GA Depot Trial Reports Lower Relapse Activity vs Placebo
Key Takeaways
- GA Depot was associated with reduced relapse activity and less contrast-enhancing MRI activity than placebo over 52 weeks.
- The phase 3 randomized placebo-controlled trial studied intramuscular GA Depot 40 mg every 4 weeks in adults with relapsing multiple sclerosis.
- Injection site reactions were the most common adverse events and were described as mainly mild and self-limited.
The multicenter, double-blind, placebo-controlled phase 3 trial enrolled adults aged 18 to 55 years with Expanded Disability Status Scale scores of 5.5 or lower. A total of 1016 patients received treatment, with 508 assigned to GA Depot and 508 assigned to placebo. Participants were randomized 1:1 to intramuscular GA Depot 40 mg or matching placebo every 4 weeks for 52 weeks. Annualized relapse rate at 52 weeks was the primary endpoint, and investigators described the formulation as designed for extended dosing intervals. ClinicalTrials.gov lists the study under identifier NCT04121221.
At 52 weeks, adjusted annualized relapse rate was 0.18 with GA Depot and 0.26 with placebo, with p = 0.0066. Those values corresponded to a 30.1% relative risk reduction in favor of GA Depot. The investigators also found a significant reduction in the number of contrast-enhancing lesions, with p = 0.0083. Investigators concluded that these findings reflected reduced clinical and radiological activity with GA Depot compared with placebo over 52 weeks.

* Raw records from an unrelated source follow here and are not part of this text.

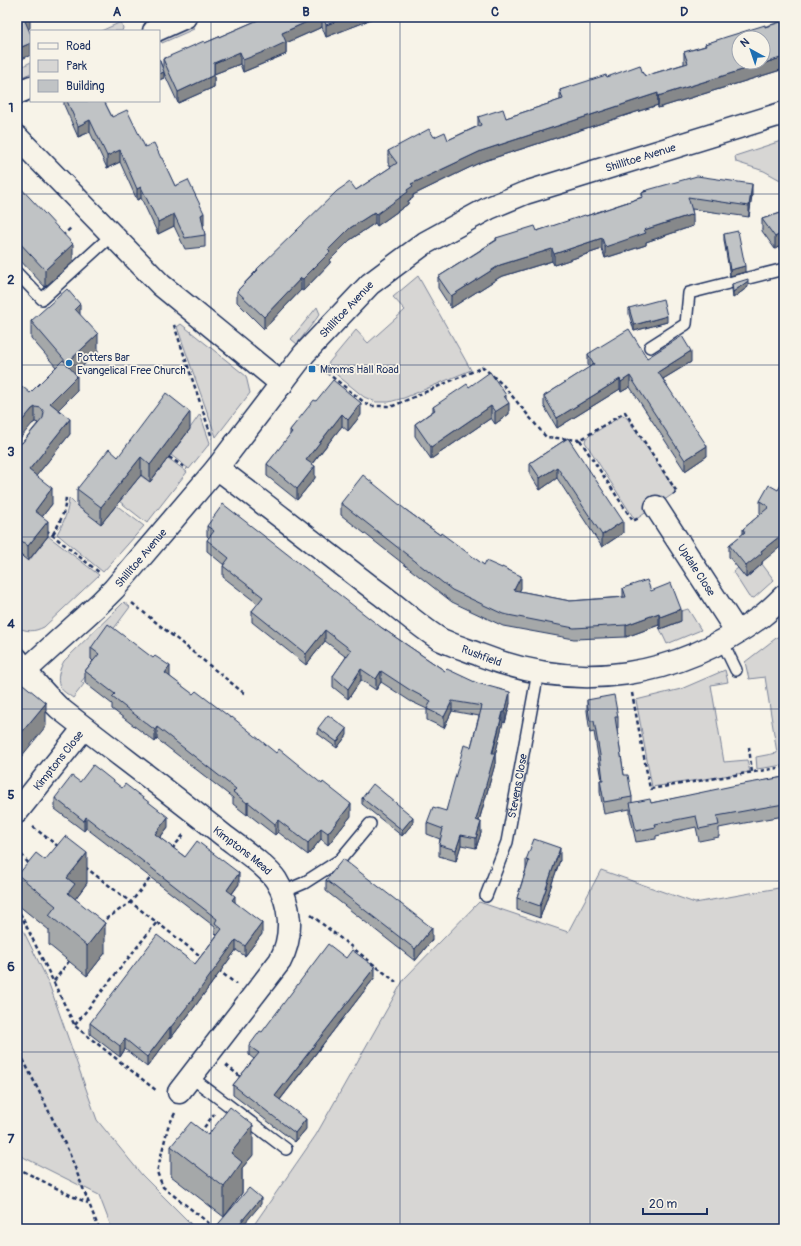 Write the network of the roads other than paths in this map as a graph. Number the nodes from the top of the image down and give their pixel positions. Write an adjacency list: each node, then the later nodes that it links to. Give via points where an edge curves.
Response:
1 (185, 17): 2 (street)
2 (156, 30)
3 (30, 87): 4 (street)
4 (17, 93)
5 (784, 114): 11 (street, Shillitoe Avenue, via 525,193 489,208 425,243 370,284 304,354)
6 (17, 137): 7 (street)
7 (112, 235): 9 (lane, via 42,299); 11 (street, via 161,285)
8 (784, 270): 10 (lane, via 689,293 686,324)
9 (17, 273)
10 (650, 347)
11 (282, 384): 12 (street, Shillitoe Avenue)
12 (219, 465): 16 (street, Shillitoe Avenue, via 100,603); 18 (street, Rushfield, via 439,639 499,663)
13 (656, 507): 15 (street, Updale Close)
14 (784, 596): 15 (street, Rushfield, via 764,615)
15 (730, 637): 17 (lane); 18 (street, Rushfield, via 684,659 628,674 583,677)
16 (21, 665): 19 (street, Kimptons Mead, via 60,708)
17 (736, 670)
18 (538, 672): 23 (lane, Stevens Close, via 507,842)
19 (84, 728): 20 (street, Kimptons Close); 22 (street, Kimptons Mead, via 264,867 276,879)
20 (23, 818)
21 (370, 824): 22 (lane, via 340,860 304,883)
22 (283, 892): 24 (street, Kimptons Mead, via 289,914 285,953 210,1053)
23 (486, 896)
24 (177, 1088): 25 (lane, via 223,1102)
25 (286, 1149)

Injection site reactions were the most common adverse events, reported in 46.1% of GA Depot recipients and 28.7% of placebo recipients. These reactions were primarily mild and self-limited. The authors also concluded that the formulation recapitulated the favorable profile of subcutaneous glatiramer acetate products while allowing significantly less frequent injections. Overall, the 52-week findings paired lower relapse and MRI activity with a local tolerability profile led by mostly mild injection site reactions.